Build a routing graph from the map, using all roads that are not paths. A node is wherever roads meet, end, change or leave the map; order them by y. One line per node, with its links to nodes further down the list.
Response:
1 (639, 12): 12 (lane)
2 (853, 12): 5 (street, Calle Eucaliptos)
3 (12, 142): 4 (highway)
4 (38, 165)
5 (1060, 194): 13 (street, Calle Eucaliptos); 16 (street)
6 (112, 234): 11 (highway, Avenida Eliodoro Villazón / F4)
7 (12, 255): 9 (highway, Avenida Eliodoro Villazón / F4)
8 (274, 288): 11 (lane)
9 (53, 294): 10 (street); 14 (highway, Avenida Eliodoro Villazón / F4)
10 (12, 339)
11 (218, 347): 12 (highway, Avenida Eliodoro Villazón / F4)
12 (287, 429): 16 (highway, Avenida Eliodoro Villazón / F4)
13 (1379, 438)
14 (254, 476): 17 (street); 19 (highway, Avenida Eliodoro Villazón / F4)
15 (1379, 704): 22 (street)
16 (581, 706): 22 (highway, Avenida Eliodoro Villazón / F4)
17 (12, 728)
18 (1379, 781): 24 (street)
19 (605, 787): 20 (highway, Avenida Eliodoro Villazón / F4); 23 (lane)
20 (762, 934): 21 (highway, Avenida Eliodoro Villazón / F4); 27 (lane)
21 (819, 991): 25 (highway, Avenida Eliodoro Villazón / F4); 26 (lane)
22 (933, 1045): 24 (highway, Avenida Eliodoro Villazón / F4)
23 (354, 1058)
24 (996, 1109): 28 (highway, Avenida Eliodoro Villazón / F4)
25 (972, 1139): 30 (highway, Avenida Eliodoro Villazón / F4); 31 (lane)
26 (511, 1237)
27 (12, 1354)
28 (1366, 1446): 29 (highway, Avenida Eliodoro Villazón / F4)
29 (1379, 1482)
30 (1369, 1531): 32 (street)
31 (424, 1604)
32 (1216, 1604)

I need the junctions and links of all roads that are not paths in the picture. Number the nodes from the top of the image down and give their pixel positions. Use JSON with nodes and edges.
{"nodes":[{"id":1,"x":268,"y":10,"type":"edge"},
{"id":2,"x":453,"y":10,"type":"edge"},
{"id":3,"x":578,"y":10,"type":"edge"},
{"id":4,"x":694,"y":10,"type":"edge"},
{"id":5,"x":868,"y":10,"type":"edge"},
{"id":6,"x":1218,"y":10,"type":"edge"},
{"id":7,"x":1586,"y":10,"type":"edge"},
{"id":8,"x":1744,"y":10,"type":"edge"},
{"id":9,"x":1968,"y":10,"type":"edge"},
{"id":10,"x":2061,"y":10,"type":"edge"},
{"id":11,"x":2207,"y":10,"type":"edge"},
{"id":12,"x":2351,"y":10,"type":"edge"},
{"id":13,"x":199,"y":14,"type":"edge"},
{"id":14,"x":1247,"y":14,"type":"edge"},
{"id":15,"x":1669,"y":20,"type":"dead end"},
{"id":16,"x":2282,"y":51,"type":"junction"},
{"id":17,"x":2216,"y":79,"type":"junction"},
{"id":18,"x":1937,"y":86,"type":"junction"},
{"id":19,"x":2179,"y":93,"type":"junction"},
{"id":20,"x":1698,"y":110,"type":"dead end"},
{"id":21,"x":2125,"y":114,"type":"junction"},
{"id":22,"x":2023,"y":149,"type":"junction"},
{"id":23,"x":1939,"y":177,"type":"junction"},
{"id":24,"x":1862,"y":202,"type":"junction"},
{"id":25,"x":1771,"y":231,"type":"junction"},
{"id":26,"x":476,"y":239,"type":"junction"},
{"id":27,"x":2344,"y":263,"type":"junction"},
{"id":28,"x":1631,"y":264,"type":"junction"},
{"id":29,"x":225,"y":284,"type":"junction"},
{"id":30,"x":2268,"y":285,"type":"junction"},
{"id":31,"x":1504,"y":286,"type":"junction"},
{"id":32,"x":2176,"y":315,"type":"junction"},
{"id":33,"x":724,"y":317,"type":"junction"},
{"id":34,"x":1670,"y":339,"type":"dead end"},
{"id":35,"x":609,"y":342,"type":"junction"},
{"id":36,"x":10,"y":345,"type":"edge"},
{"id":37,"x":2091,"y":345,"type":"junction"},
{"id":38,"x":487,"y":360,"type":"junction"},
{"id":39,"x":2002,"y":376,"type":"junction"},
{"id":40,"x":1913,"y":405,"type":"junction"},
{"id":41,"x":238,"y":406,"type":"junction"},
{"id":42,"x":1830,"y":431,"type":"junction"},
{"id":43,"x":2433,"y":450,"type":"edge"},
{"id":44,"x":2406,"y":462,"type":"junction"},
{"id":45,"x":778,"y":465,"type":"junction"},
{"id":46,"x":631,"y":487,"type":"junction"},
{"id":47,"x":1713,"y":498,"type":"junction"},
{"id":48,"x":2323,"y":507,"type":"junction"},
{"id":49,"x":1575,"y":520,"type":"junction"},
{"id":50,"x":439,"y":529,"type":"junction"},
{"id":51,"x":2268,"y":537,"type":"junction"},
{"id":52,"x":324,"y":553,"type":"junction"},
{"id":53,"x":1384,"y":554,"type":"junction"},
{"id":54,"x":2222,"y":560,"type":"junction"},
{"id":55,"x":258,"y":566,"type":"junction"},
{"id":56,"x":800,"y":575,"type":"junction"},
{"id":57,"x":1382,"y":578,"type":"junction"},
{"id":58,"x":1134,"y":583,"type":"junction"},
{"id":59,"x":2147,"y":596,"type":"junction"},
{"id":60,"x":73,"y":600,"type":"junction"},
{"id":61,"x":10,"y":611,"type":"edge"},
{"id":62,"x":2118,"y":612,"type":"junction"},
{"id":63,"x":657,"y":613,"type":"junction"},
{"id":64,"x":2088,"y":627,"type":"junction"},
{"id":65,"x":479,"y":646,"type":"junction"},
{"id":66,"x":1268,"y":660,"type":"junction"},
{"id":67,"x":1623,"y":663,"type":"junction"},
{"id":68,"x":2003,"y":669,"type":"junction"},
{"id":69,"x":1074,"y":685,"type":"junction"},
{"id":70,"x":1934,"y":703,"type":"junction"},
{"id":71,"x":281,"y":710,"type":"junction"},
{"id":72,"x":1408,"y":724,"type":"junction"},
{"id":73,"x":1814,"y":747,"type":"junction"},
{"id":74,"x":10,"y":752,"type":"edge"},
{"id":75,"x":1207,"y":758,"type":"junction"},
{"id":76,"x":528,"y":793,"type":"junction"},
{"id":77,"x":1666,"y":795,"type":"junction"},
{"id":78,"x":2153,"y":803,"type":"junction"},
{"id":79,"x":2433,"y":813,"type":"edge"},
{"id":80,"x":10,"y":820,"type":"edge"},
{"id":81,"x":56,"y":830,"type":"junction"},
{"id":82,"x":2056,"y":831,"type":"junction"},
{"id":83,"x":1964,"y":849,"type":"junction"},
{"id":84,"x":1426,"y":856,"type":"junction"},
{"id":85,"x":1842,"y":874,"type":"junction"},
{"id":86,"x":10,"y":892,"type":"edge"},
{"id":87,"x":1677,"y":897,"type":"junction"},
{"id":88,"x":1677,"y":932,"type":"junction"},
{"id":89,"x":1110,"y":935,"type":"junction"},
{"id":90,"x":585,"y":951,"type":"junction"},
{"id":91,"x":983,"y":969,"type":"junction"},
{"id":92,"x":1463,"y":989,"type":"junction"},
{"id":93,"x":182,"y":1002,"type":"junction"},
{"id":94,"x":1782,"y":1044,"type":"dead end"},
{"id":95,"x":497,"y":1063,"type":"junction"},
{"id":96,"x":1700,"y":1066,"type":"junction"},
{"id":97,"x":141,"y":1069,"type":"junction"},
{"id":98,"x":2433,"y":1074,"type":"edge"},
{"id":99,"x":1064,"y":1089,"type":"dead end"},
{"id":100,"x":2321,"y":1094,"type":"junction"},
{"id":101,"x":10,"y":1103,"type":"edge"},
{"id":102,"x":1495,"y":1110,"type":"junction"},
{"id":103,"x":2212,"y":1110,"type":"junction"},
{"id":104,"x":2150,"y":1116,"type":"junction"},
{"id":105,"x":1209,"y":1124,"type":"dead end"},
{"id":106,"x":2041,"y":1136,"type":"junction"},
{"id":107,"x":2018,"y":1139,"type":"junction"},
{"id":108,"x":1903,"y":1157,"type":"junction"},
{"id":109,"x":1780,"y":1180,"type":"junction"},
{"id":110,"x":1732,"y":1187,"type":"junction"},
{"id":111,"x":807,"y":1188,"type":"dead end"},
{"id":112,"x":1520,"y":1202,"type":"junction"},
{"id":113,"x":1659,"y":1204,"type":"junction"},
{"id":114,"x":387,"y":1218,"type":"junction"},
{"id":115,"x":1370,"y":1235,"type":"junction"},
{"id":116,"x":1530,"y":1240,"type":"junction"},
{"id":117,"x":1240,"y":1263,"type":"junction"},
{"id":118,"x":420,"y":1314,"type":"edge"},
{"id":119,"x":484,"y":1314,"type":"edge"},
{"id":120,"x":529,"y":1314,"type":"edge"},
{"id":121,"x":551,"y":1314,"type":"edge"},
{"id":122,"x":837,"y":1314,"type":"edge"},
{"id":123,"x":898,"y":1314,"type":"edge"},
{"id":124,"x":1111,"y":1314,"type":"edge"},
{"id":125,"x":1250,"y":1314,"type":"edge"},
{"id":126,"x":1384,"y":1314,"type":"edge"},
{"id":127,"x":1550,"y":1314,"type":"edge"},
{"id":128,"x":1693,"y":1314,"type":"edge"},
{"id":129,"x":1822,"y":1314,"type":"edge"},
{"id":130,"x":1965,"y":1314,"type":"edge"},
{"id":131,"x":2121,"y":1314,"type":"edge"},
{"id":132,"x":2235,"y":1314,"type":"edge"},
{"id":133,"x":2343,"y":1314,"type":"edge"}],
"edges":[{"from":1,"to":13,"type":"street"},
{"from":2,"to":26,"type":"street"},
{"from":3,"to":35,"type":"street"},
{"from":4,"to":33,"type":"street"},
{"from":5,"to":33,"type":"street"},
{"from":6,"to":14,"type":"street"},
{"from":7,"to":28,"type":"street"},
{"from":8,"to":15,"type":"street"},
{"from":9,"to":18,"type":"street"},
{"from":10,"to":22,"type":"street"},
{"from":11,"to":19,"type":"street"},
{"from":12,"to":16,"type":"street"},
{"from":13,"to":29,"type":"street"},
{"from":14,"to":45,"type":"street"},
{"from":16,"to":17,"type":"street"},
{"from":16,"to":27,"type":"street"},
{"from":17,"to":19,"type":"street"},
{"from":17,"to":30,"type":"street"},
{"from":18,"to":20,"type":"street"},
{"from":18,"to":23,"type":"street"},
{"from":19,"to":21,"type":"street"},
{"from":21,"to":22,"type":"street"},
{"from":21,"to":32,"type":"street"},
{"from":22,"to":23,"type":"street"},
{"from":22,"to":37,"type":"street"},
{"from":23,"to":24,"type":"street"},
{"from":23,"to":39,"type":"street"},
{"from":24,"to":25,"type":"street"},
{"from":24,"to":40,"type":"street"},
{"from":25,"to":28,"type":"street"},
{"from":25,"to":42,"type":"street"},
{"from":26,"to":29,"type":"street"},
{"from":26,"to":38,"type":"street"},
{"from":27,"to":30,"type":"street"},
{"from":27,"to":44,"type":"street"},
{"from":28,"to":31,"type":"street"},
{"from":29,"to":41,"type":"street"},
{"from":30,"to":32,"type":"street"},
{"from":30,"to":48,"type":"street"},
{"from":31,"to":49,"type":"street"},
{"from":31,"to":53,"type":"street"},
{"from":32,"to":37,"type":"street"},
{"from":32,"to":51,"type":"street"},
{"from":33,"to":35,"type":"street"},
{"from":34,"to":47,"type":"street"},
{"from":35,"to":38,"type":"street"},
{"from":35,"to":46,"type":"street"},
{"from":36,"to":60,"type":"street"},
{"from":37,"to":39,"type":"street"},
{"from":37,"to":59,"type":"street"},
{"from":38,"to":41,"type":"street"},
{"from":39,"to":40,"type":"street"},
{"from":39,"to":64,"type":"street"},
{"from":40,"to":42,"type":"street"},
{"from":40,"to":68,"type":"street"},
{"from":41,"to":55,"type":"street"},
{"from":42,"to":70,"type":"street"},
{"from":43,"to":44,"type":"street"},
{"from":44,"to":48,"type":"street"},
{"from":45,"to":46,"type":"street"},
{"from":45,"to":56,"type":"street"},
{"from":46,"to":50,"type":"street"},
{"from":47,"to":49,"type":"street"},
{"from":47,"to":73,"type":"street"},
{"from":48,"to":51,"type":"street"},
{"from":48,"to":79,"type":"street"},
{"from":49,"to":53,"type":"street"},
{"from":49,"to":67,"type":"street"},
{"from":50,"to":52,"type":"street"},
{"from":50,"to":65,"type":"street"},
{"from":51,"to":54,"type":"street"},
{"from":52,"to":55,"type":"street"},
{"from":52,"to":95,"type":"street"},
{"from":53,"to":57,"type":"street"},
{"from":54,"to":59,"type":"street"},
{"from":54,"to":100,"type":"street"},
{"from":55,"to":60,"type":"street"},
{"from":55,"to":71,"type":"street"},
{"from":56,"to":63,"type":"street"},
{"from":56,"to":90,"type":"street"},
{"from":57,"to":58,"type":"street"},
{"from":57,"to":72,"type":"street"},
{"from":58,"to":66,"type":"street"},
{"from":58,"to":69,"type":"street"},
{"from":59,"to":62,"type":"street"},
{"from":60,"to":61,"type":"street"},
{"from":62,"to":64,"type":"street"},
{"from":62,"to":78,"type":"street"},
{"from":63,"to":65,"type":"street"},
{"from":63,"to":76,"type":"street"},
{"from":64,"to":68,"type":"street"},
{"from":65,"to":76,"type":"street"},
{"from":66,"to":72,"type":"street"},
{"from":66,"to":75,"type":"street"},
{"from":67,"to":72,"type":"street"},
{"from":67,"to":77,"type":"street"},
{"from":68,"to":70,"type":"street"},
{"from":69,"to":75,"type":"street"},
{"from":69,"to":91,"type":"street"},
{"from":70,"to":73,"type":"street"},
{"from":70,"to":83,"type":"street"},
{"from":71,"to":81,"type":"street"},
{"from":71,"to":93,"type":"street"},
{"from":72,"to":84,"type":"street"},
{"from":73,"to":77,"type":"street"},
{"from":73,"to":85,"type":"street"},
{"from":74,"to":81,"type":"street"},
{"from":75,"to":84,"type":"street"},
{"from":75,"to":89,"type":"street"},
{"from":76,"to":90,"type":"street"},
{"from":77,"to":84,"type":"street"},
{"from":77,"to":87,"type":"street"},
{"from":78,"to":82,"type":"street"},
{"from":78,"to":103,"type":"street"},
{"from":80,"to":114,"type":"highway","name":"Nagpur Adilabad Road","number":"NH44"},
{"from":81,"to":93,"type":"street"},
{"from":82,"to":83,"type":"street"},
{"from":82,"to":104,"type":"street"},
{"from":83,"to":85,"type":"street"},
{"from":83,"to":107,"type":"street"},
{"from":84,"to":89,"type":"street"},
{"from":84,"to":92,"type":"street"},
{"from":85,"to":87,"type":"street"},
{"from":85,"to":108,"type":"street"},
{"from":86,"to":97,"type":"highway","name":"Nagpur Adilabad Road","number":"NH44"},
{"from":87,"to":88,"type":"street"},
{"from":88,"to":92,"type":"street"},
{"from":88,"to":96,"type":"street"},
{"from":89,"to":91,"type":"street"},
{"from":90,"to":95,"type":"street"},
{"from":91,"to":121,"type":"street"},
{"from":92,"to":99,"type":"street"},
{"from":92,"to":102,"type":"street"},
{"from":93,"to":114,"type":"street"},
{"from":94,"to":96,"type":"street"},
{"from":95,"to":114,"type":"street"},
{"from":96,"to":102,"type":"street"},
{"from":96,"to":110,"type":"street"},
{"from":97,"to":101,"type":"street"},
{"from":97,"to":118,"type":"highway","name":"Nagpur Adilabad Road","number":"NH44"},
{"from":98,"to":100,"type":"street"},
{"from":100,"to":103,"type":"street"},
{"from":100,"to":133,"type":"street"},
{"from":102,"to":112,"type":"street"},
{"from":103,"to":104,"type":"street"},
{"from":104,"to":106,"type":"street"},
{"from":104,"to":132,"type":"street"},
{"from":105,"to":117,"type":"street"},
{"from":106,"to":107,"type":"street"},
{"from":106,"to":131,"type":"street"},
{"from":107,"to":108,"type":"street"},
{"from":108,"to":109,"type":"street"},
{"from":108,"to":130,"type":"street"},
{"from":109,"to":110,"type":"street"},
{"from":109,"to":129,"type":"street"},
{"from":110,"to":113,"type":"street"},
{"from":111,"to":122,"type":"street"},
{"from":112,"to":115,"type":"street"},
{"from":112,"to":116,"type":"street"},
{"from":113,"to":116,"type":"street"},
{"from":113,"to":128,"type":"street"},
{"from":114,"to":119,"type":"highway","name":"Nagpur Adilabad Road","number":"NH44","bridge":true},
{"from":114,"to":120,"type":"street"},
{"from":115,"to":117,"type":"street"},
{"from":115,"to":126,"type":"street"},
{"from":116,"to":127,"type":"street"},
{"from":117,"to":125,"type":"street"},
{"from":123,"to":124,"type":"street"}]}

#### ASSIGNMENT:
What lines of the material above hold the string "that"? Please copy them.

#### EXERCISE SOLUTION:
Build a routing graph from the map, using all roads that are not paths. A node is wherever roads meet, end, change or leave the map; order them by y. One line per node, with its links to nodes further down the list.
I need the junctions and links of all roads that are not paths in the picture. Number the nodes from the top of the image down and give their pixel positions. Use JSON with nodes and edges.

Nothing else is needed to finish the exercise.